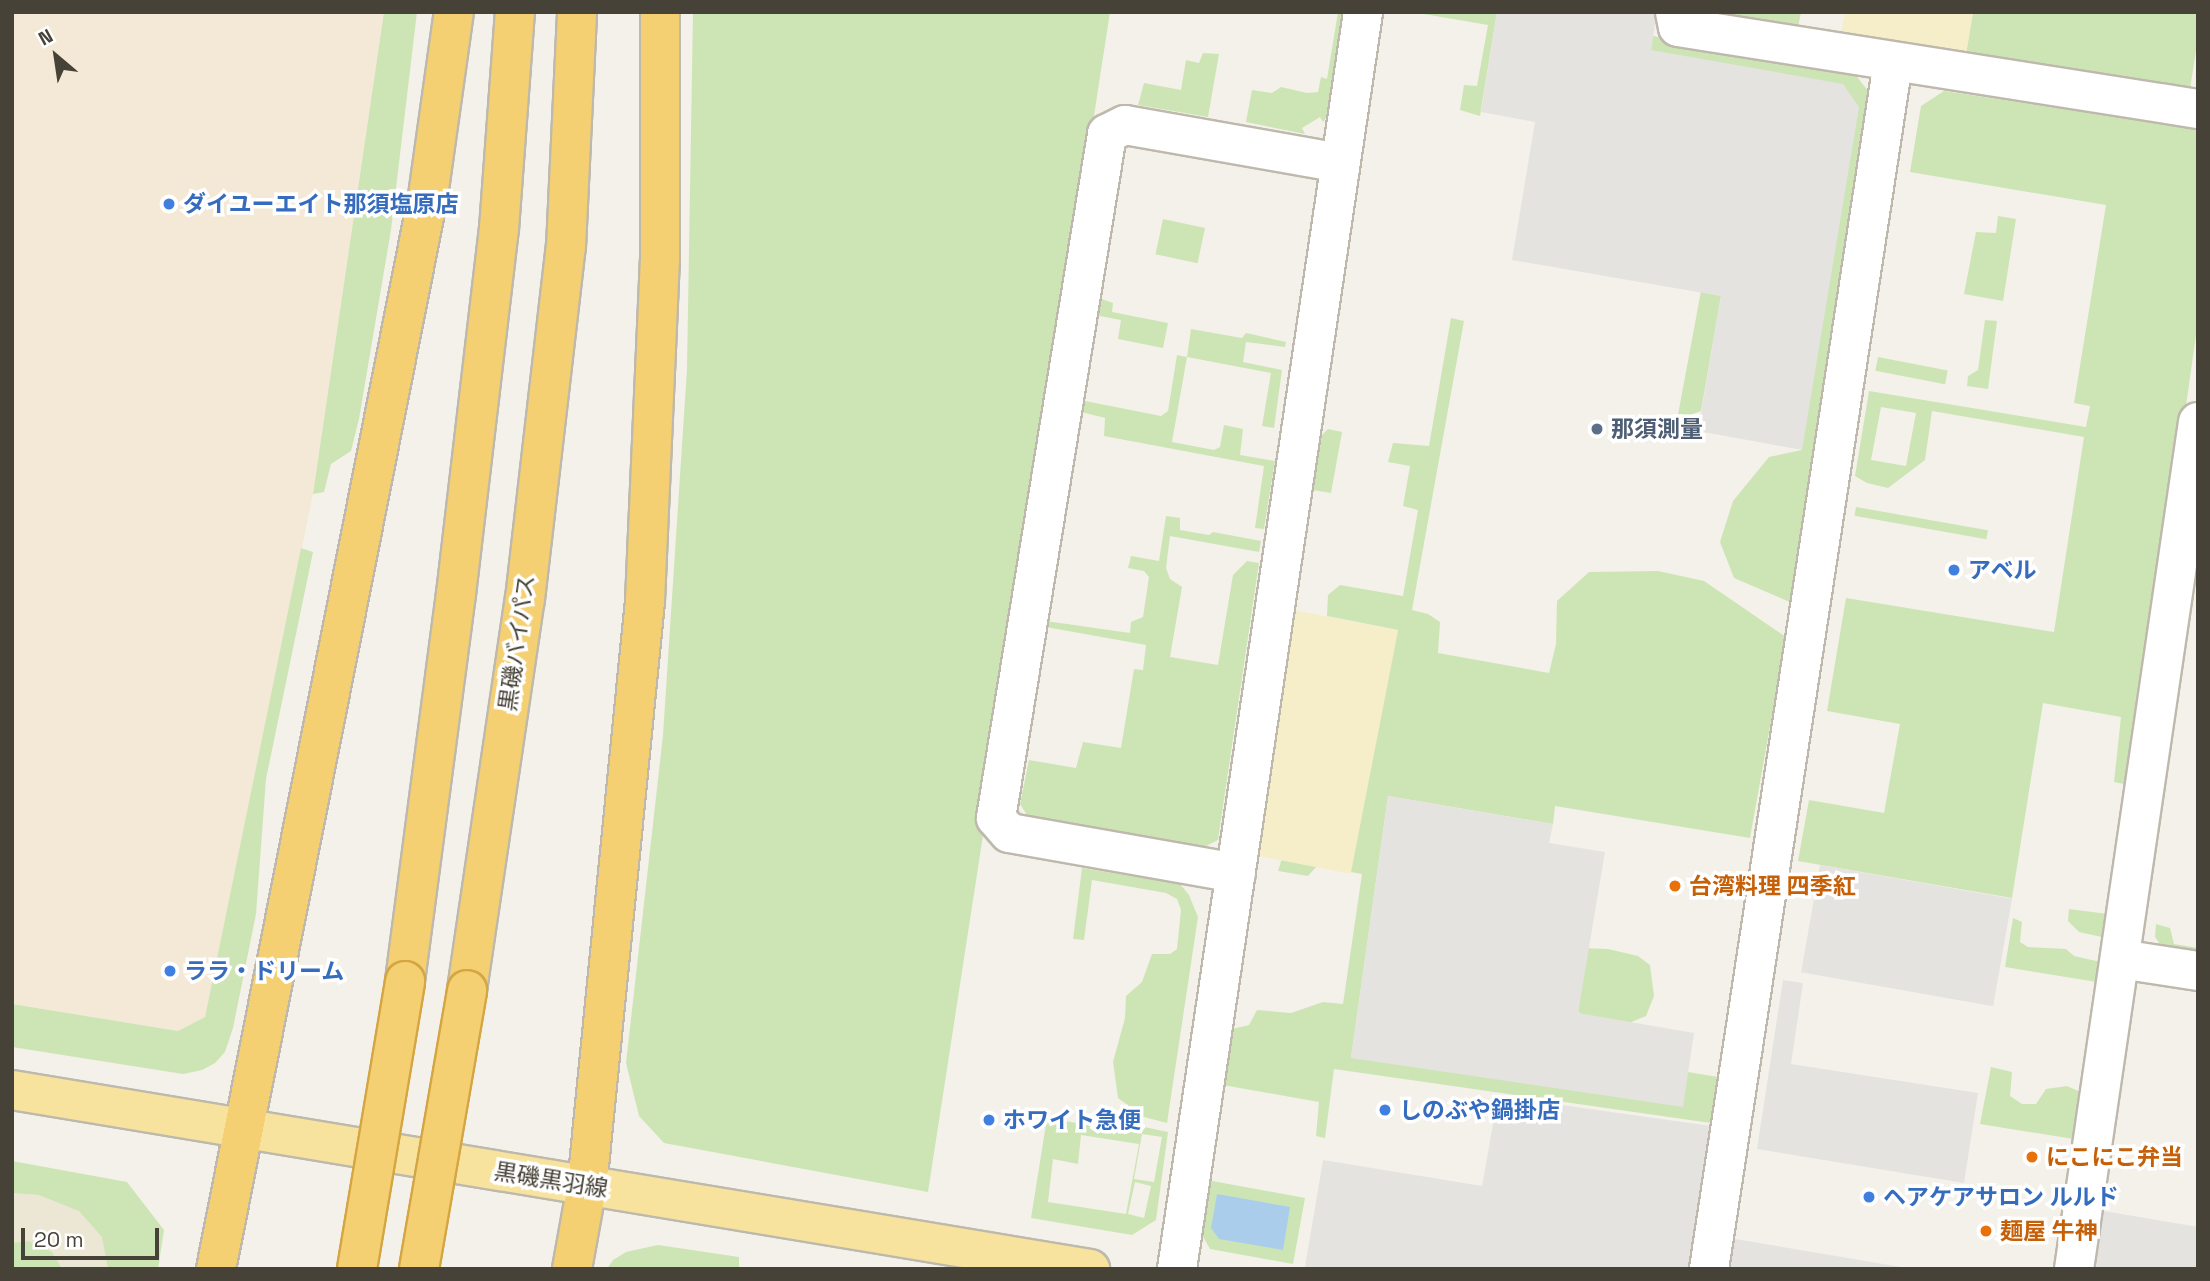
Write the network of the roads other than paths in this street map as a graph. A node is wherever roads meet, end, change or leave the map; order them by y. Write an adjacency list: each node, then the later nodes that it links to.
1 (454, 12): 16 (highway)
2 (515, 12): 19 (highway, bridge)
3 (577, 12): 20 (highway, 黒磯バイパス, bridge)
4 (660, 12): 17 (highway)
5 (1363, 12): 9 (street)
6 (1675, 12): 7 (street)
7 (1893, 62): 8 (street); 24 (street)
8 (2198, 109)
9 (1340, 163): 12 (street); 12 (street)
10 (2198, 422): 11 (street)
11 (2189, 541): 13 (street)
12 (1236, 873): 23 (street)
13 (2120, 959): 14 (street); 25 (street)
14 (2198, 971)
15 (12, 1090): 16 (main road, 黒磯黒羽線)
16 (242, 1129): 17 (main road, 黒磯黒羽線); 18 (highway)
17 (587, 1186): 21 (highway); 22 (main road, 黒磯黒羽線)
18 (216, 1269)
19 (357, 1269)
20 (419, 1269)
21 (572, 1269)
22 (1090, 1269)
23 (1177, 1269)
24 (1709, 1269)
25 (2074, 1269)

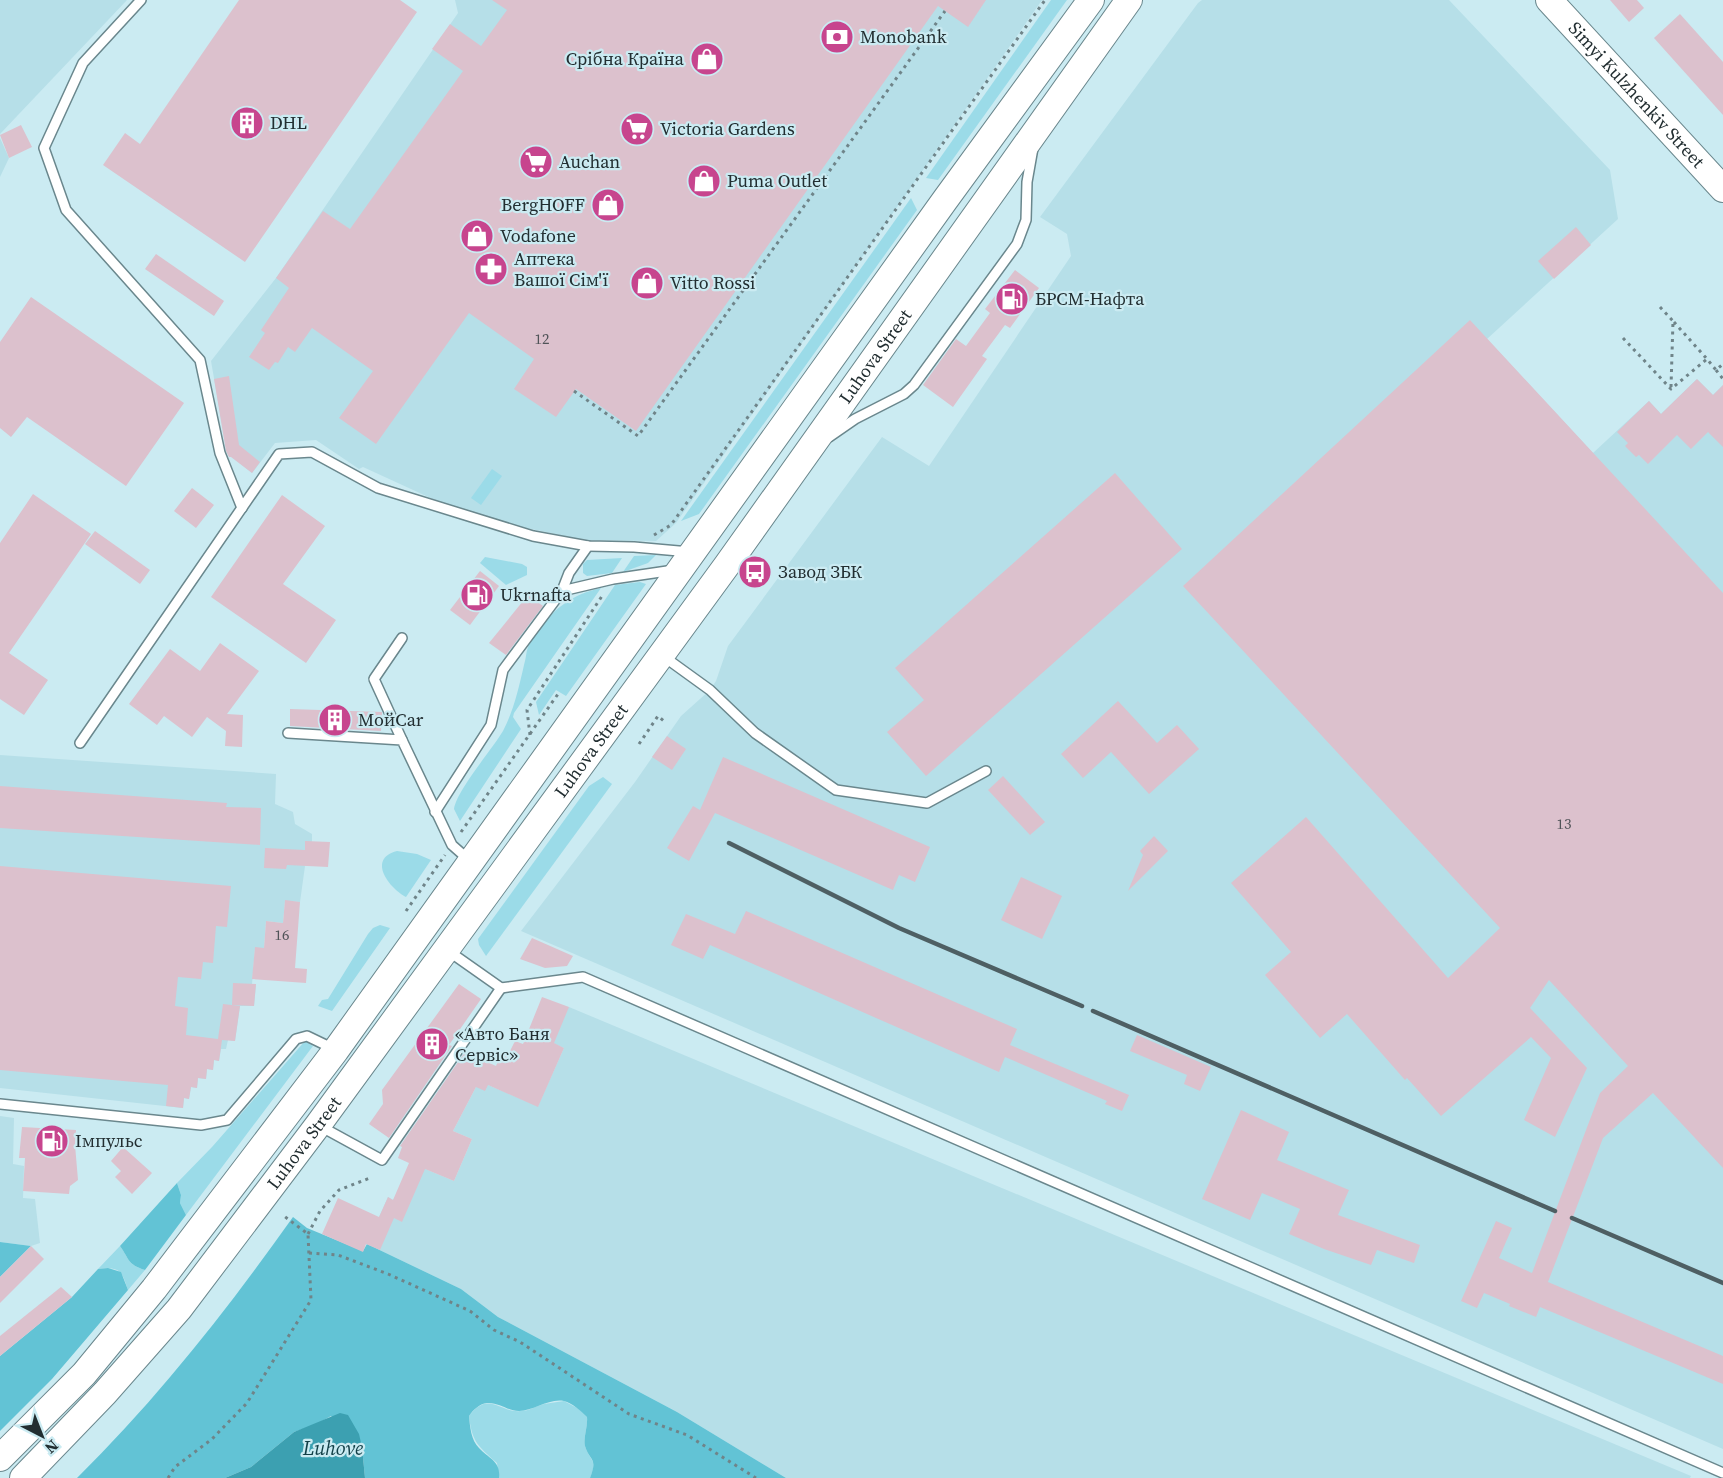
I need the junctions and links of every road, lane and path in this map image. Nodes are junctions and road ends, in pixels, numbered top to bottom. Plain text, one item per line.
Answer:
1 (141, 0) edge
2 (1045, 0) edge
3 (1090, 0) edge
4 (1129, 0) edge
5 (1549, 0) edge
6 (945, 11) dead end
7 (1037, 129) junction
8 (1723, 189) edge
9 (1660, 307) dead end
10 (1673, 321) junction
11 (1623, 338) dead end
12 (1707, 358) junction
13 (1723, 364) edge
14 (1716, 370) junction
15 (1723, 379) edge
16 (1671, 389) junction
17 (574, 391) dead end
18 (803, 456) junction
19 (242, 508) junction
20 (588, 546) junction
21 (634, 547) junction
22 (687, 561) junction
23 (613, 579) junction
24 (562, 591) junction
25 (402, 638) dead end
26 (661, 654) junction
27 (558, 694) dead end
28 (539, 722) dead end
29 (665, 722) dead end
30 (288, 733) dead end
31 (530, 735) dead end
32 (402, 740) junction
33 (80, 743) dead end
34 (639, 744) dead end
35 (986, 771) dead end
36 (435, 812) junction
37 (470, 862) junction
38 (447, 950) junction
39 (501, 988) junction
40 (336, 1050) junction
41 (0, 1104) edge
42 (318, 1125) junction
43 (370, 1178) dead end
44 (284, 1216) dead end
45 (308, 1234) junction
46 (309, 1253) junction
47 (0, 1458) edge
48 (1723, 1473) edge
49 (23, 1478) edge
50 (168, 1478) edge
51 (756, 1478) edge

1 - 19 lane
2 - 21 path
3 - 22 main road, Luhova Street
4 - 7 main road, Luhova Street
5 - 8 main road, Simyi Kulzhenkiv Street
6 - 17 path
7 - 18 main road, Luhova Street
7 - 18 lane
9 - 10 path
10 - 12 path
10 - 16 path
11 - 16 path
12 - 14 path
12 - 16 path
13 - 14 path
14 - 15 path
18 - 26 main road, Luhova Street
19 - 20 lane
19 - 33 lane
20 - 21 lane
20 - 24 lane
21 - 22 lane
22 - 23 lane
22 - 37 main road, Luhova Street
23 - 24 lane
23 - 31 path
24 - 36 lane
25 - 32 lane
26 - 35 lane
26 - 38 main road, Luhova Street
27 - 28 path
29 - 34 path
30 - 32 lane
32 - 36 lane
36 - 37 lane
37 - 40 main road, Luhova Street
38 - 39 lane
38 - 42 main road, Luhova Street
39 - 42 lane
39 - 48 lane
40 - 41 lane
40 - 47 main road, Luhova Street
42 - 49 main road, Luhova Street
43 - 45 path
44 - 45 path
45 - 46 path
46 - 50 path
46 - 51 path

━━━━━━━━━━━━━━━━━━━━

The task: Pictures aside, repeat every line of the data above exactly.

Output below:
Write the network of the roads other than paths in this street map as a graph. A node is wherever roads meet, end, change or leave the map; order them by y. Write an adjacency list: each node, then the later nodes that it links to.
1 (454, 12): 16 (highway)
2 (515, 12): 19 (highway, bridge)
3 (577, 12): 20 (highway, 黒磯バイパス, bridge)
4 (660, 12): 17 (highway)
5 (1363, 12): 9 (street)
6 (1675, 12): 7 (street)
7 (1893, 62): 8 (street); 24 (street)
8 (2198, 109)
9 (1340, 163): 12 (street); 12 (street)
10 (2198, 422): 11 (street)
11 (2189, 541): 13 (street)
12 (1236, 873): 23 (street)
13 (2120, 959): 14 (street); 25 (street)
14 (2198, 971)
15 (12, 1090): 16 (main road, 黒磯黒羽線)
16 (242, 1129): 17 (main road, 黒磯黒羽線); 18 (highway)
17 (587, 1186): 21 (highway); 22 (main road, 黒磯黒羽線)
18 (216, 1269)
19 (357, 1269)
20 (419, 1269)
21 (572, 1269)
22 (1090, 1269)
23 (1177, 1269)
24 (1709, 1269)
25 (2074, 1269)

I need the junctions and links of every road, lane and path in this map image. Nodes are junctions and road ends, in pixels, numbered top to bottom. Plain text, one item per line.
Answer:
1 (141, 0) edge
2 (1045, 0) edge
3 (1090, 0) edge
4 (1129, 0) edge
5 (1549, 0) edge
6 (945, 11) dead end
7 (1037, 129) junction
8 (1723, 189) edge
9 (1660, 307) dead end
10 (1673, 321) junction
11 (1623, 338) dead end
12 (1707, 358) junction
13 (1723, 364) edge
14 (1716, 370) junction
15 (1723, 379) edge
16 (1671, 389) junction
17 (574, 391) dead end
18 (803, 456) junction
19 (242, 508) junction
20 (588, 546) junction
21 (634, 547) junction
22 (687, 561) junction
23 (613, 579) junction
24 (562, 591) junction
25 (402, 638) dead end
26 (661, 654) junction
27 (558, 694) dead end
28 (539, 722) dead end
29 (665, 722) dead end
30 (288, 733) dead end
31 (530, 735) dead end
32 (402, 740) junction
33 (80, 743) dead end
34 (639, 744) dead end
35 (986, 771) dead end
36 (435, 812) junction
37 (470, 862) junction
38 (447, 950) junction
39 (501, 988) junction
40 (336, 1050) junction
41 (0, 1104) edge
42 (318, 1125) junction
43 (370, 1178) dead end
44 (284, 1216) dead end
45 (308, 1234) junction
46 (309, 1253) junction
47 (0, 1458) edge
48 (1723, 1473) edge
49 (23, 1478) edge
50 (168, 1478) edge
51 (756, 1478) edge

1 - 19 lane
2 - 21 path
3 - 22 main road, Luhova Street
4 - 7 main road, Luhova Street
5 - 8 main road, Simyi Kulzhenkiv Street
6 - 17 path
7 - 18 main road, Luhova Street
7 - 18 lane
9 - 10 path
10 - 12 path
10 - 16 path
11 - 16 path
12 - 14 path
12 - 16 path
13 - 14 path
14 - 15 path
18 - 26 main road, Luhova Street
19 - 20 lane
19 - 33 lane
20 - 21 lane
20 - 24 lane
21 - 22 lane
22 - 23 lane
22 - 37 main road, Luhova Street
23 - 24 lane
23 - 31 path
24 - 36 lane
25 - 32 lane
26 - 35 lane
26 - 38 main road, Luhova Street
27 - 28 path
29 - 34 path
30 - 32 lane
32 - 36 lane
36 - 37 lane
37 - 40 main road, Luhova Street
38 - 39 lane
38 - 42 main road, Luhova Street
39 - 42 lane
39 - 48 lane
40 - 41 lane
40 - 47 main road, Luhova Street
42 - 49 main road, Luhova Street
43 - 45 path
44 - 45 path
45 - 46 path
46 - 50 path
46 - 51 path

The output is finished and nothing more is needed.